BMN Blog

AUG 23
Venous Ulcers and Vein Disease

Venous ulcers of the lower extremities can be a frustrating disease process for clinicians. Do I send them to wound care center (WCC), do I need to order specific studies, are they venous or arterial?

These are valid points.

A good history and physical can usually delineate venous versus arterial.  If you are still unsure, ABI’s are in order.  The majority of ulcers on the medial malleolus regions are venous in nature.
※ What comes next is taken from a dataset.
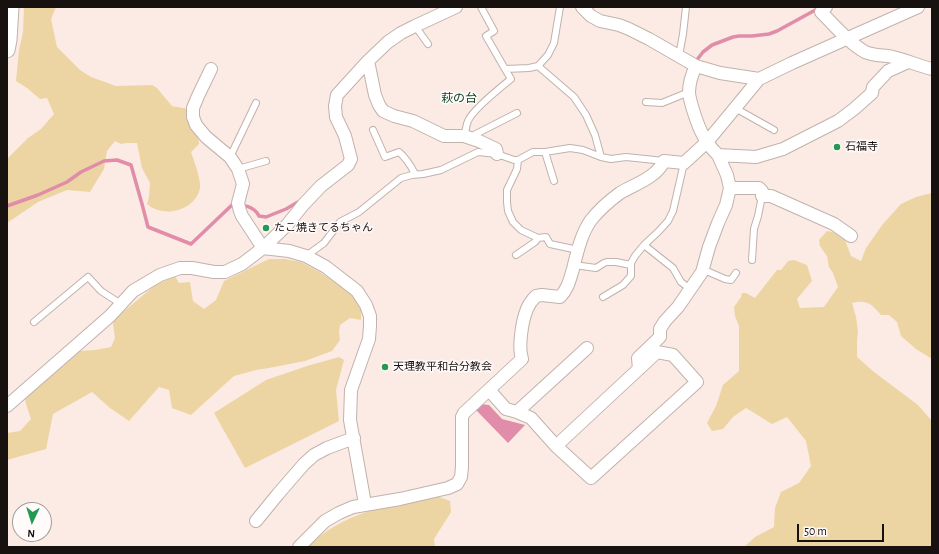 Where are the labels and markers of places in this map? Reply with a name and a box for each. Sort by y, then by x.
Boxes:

Sending your patient to a WCC is usually the first step. This, however, can lengthen the healing process. How, you ask?  If they have underlying venous disease or vein reflux that is the instigating factor for the ulcer; this needs to be diagnosed and addressed.  Unfortunately, the majority of insurance companies mandate a three month period of 20-30mmHg compression socks, increasing activity (walking), and elevation before they will pay for fixing the venous reflux through Endo Venous Thermal Ablation (EVTA), Venoseal, or foam sclerotherapy. With this being said, please encourage your patients to start conservative measures as soon as you diagnose them. Refer them to a vein specialist for Venous US to assess for venous insufficiency.

WCC physicians should continue their treatment plan until patient has met the three month moratorium of their insurance carrier; at this point the treatment plan to expedite the wound healing via EVTA, Venoseal or foam sclerotherapy can be addressed. No, not all ulcers are venous, but the majority of those that are can be helped with detailed venous workup and minimally invasive procedures to expedite the healing process.